Without any of its pictures, the listing below should be output exactly.

RECORDS SHOWN —
--- START ---

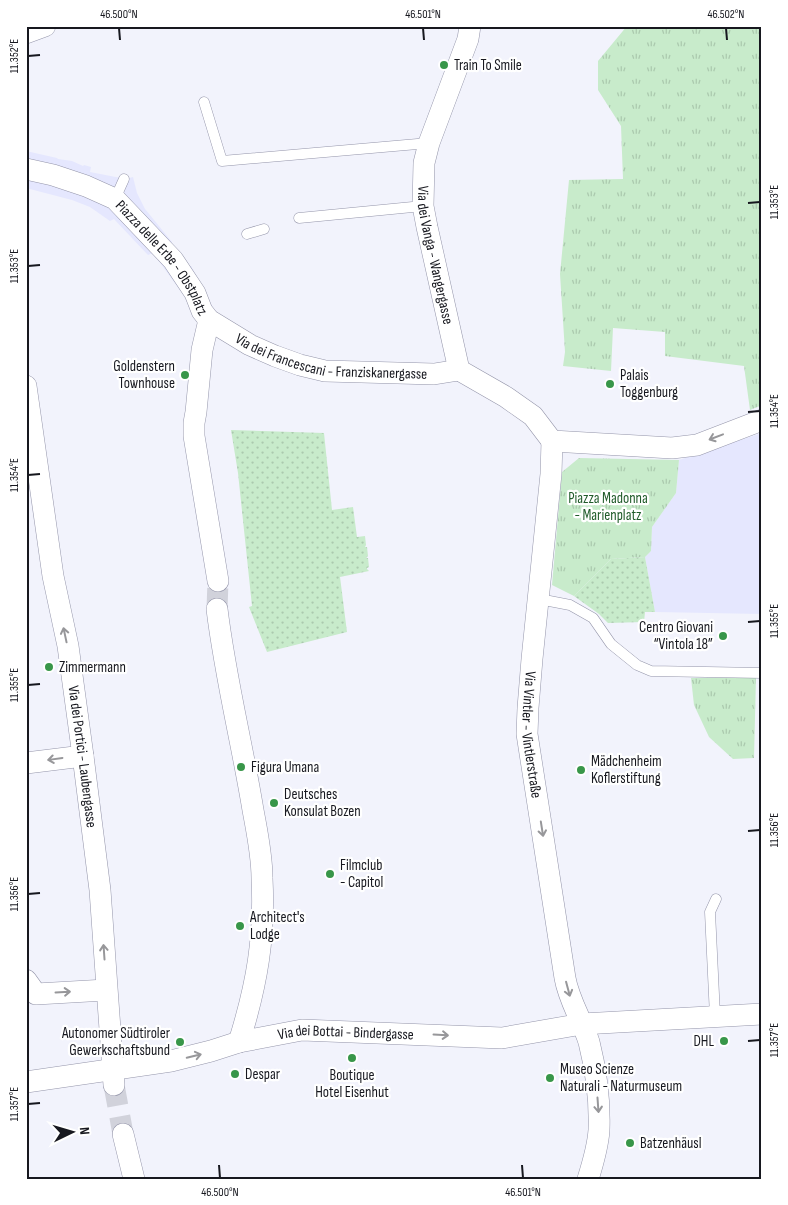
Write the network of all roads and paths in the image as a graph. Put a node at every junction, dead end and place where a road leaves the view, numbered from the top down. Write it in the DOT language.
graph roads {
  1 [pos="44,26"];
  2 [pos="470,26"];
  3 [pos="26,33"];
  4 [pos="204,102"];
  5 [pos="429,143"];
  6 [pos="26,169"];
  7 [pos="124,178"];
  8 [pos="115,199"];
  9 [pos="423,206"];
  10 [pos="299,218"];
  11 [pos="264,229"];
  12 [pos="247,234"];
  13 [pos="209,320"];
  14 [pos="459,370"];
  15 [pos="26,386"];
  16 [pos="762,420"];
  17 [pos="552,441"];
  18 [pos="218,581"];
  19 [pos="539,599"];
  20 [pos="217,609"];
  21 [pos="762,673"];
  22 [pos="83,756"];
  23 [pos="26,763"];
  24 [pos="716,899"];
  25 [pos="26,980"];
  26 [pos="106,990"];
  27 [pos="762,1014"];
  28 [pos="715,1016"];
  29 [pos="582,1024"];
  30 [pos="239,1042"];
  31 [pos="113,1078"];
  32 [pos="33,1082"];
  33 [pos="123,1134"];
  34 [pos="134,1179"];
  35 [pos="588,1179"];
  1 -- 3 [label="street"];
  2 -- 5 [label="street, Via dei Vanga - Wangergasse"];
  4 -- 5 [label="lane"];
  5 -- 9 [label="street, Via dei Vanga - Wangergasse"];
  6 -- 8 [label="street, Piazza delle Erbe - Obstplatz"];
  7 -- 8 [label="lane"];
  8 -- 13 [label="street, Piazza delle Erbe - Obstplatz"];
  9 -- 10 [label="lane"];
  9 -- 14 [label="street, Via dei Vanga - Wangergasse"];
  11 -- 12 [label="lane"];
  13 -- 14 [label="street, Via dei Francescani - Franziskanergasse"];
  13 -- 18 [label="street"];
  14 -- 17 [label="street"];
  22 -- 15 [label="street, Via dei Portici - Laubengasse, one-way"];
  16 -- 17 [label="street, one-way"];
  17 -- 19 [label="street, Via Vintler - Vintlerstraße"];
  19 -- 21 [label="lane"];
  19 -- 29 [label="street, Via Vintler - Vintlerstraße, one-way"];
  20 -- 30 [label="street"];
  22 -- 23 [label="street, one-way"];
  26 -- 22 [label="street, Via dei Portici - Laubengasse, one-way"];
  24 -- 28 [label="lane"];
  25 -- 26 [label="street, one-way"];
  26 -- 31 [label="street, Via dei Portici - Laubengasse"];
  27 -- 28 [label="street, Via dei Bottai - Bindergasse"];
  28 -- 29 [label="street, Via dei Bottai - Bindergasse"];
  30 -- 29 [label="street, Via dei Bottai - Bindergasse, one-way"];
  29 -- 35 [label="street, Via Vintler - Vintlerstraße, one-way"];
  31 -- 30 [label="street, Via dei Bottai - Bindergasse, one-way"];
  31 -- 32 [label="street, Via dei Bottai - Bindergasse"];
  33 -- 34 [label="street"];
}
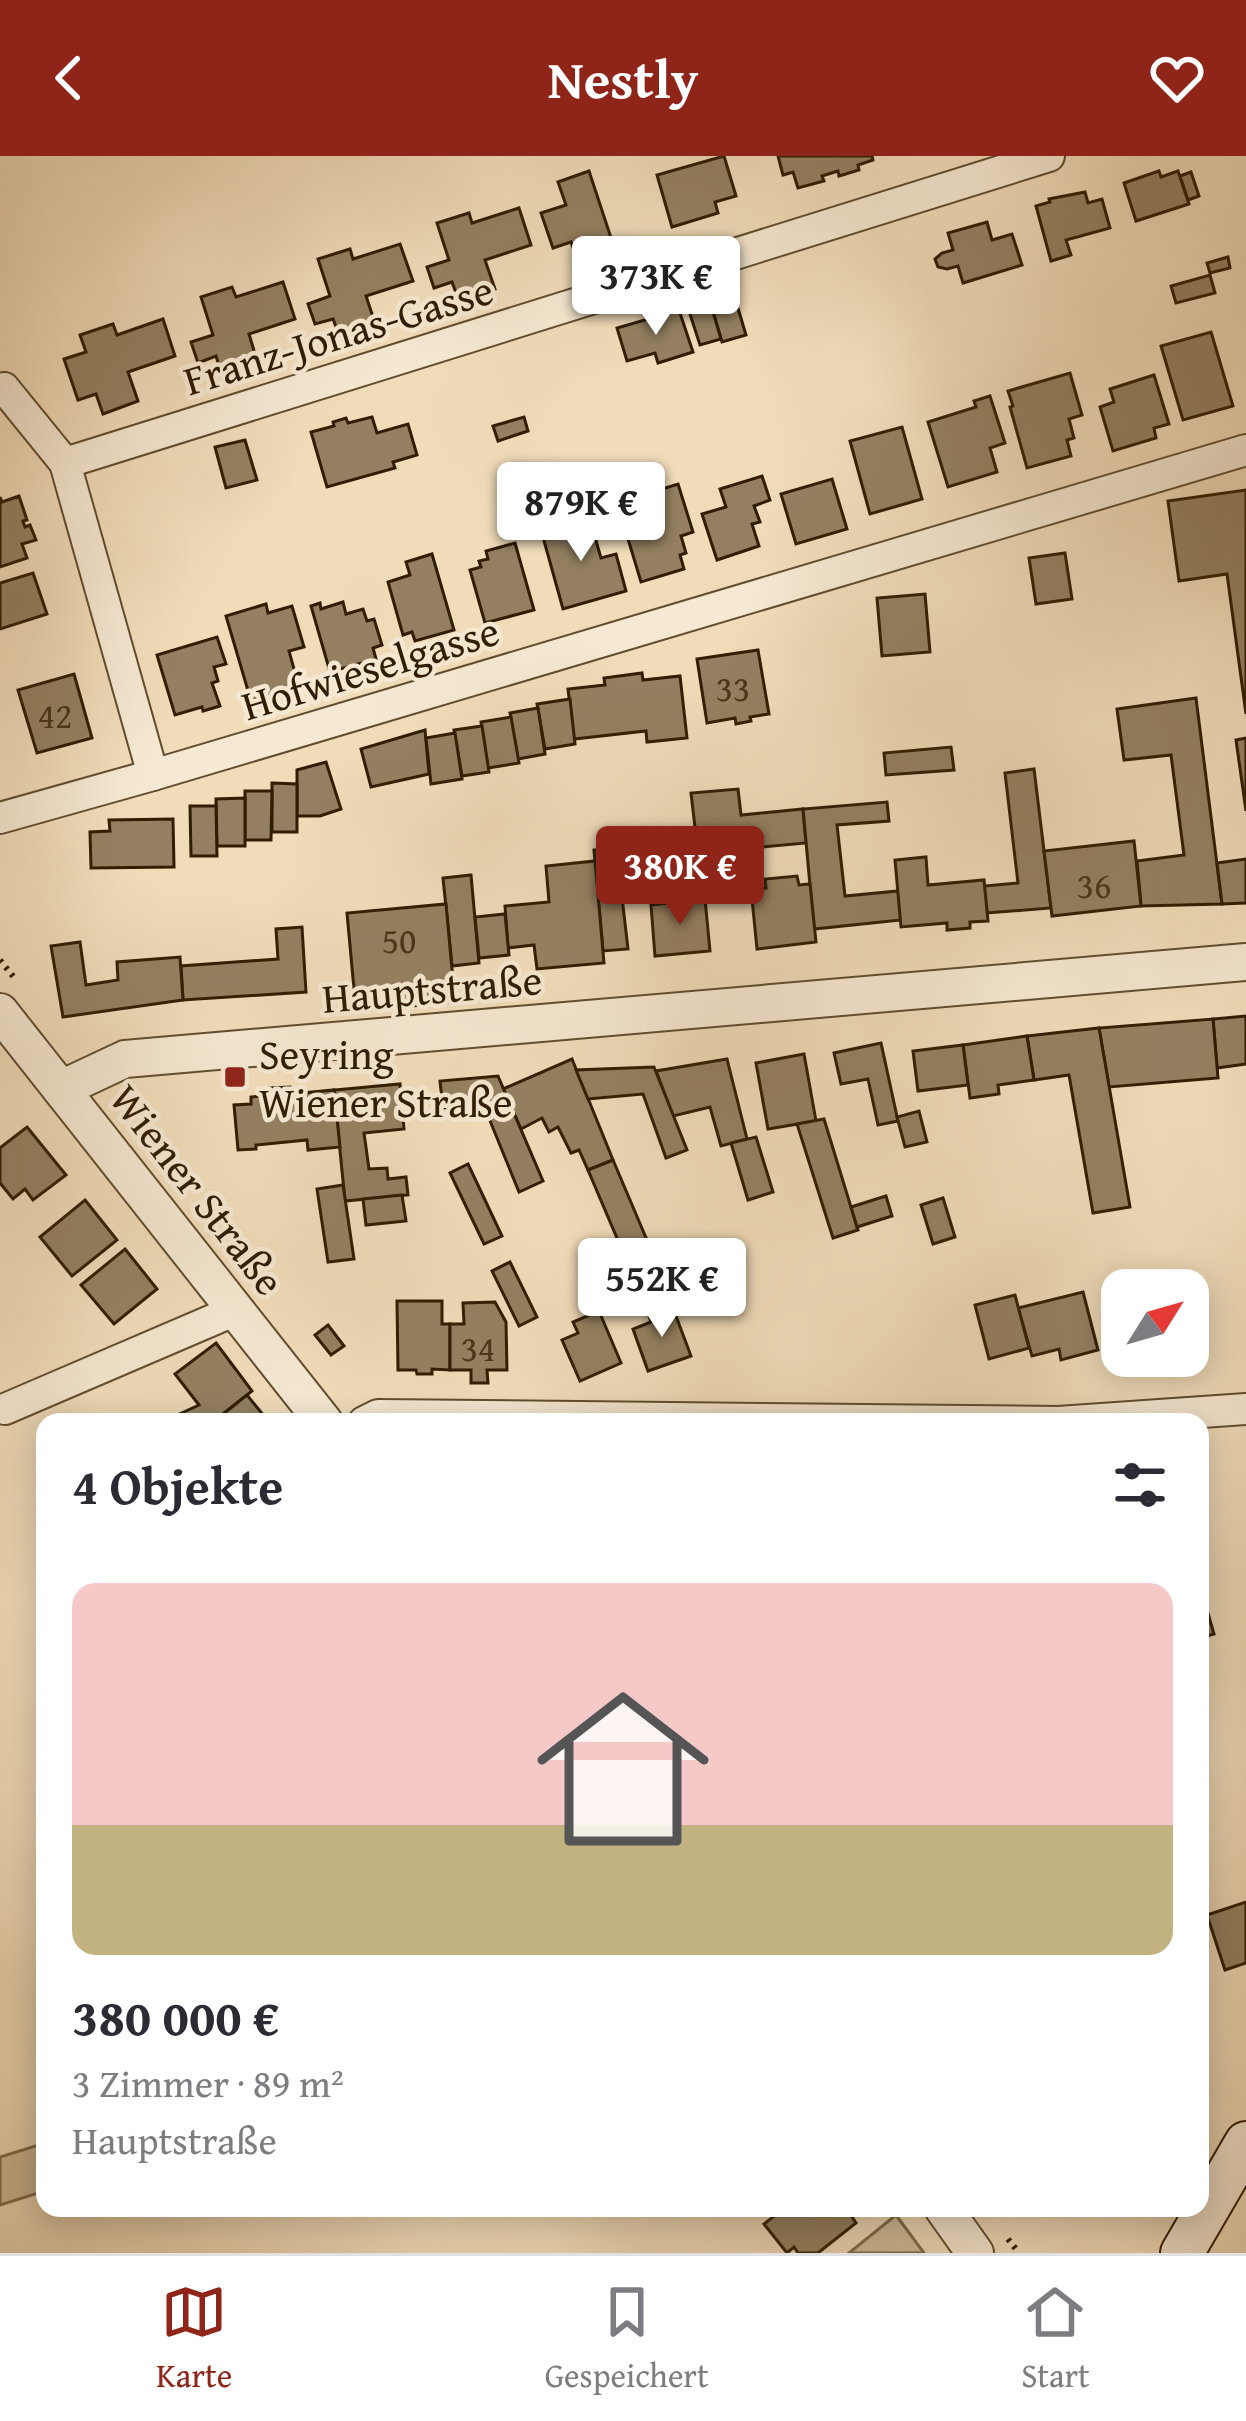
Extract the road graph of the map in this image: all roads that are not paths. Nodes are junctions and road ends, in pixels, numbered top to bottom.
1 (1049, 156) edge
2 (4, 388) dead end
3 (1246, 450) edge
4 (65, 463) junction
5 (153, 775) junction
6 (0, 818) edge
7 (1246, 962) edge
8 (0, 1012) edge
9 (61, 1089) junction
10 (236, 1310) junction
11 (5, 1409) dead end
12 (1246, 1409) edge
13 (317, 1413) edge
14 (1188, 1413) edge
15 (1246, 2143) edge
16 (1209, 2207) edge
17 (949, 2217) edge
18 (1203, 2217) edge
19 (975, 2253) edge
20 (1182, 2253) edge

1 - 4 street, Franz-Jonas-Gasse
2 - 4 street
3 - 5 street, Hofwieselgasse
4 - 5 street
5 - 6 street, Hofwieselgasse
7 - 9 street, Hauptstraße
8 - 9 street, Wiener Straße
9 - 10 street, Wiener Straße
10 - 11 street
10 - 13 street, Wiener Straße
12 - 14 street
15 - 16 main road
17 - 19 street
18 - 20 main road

--- END ---

EXERCISE RESULT —
Write the network of all roads and paths in the image as a graph. Put a node at every junction, dead end and place where a road leaves the view, numbered from the top down. Write it in the DOT language.
graph roads {
  1 [pos="44,26"];
  2 [pos="470,26"];
  3 [pos="26,33"];
  4 [pos="204,102"];
  5 [pos="429,143"];
  6 [pos="26,169"];
  7 [pos="124,178"];
  8 [pos="115,199"];
  9 [pos="423,206"];
  10 [pos="299,218"];
  11 [pos="264,229"];
  12 [pos="247,234"];
  13 [pos="209,320"];
  14 [pos="459,370"];
  15 [pos="26,386"];
  16 [pos="762,420"];
  17 [pos="552,441"];
  18 [pos="218,581"];
  19 [pos="539,599"];
  20 [pos="217,609"];
  21 [pos="762,673"];
  22 [pos="83,756"];
  23 [pos="26,763"];
  24 [pos="716,899"];
  25 [pos="26,980"];
  26 [pos="106,990"];
  27 [pos="762,1014"];
  28 [pos="715,1016"];
  29 [pos="582,1024"];
  30 [pos="239,1042"];
  31 [pos="113,1078"];
  32 [pos="33,1082"];
  33 [pos="123,1134"];
  34 [pos="134,1179"];
  35 [pos="588,1179"];
  1 -- 3 [label="street"];
  2 -- 5 [label="street, Via dei Vanga - Wangergasse"];
  4 -- 5 [label="lane"];
  5 -- 9 [label="street, Via dei Vanga - Wangergasse"];
  6 -- 8 [label="street, Piazza delle Erbe - Obstplatz"];
  7 -- 8 [label="lane"];
  8 -- 13 [label="street, Piazza delle Erbe - Obstplatz"];
  9 -- 10 [label="lane"];
  9 -- 14 [label="street, Via dei Vanga - Wangergasse"];
  11 -- 12 [label="lane"];
  13 -- 14 [label="street, Via dei Francescani - Franziskanergasse"];
  13 -- 18 [label="street"];
  14 -- 17 [label="street"];
  22 -- 15 [label="street, Via dei Portici - Laubengasse, one-way"];
  16 -- 17 [label="street, one-way"];
  17 -- 19 [label="street, Via Vintler - Vintlerstraße"];
  19 -- 21 [label="lane"];
  19 -- 29 [label="street, Via Vintler - Vintlerstraße, one-way"];
  20 -- 30 [label="street"];
  22 -- 23 [label="street, one-way"];
  26 -- 22 [label="street, Via dei Portici - Laubengasse, one-way"];
  24 -- 28 [label="lane"];
  25 -- 26 [label="street, one-way"];
  26 -- 31 [label="street, Via dei Portici - Laubengasse"];
  27 -- 28 [label="street, Via dei Bottai - Bindergasse"];
  28 -- 29 [label="street, Via dei Bottai - Bindergasse"];
  30 -- 29 [label="street, Via dei Bottai - Bindergasse, one-way"];
  29 -- 35 [label="street, Via Vintler - Vintlerstraße, one-way"];
  31 -- 30 [label="street, Via dei Bottai - Bindergasse, one-way"];
  31 -- 32 [label="street, Via dei Bottai - Bindergasse"];
  33 -- 34 [label="street"];
}
Extract the road graph of the map in this image: all roads that are not paths. Nodes are junctions and road ends, in pixels, numbered top to bottom.
1 (1049, 156) edge
2 (4, 388) dead end
3 (1246, 450) edge
4 (65, 463) junction
5 (153, 775) junction
6 (0, 818) edge
7 (1246, 962) edge
8 (0, 1012) edge
9 (61, 1089) junction
10 (236, 1310) junction
11 (5, 1409) dead end
12 (1246, 1409) edge
13 (317, 1413) edge
14 (1188, 1413) edge
15 (1246, 2143) edge
16 (1209, 2207) edge
17 (949, 2217) edge
18 (1203, 2217) edge
19 (975, 2253) edge
20 (1182, 2253) edge

1 - 4 street, Franz-Jonas-Gasse
2 - 4 street
3 - 5 street, Hofwieselgasse
4 - 5 street
5 - 6 street, Hofwieselgasse
7 - 9 street, Hauptstraße
8 - 9 street, Wiener Straße
9 - 10 street, Wiener Straße
10 - 11 street
10 - 13 street, Wiener Straße
12 - 14 street
15 - 16 main road
17 - 19 street
18 - 20 main road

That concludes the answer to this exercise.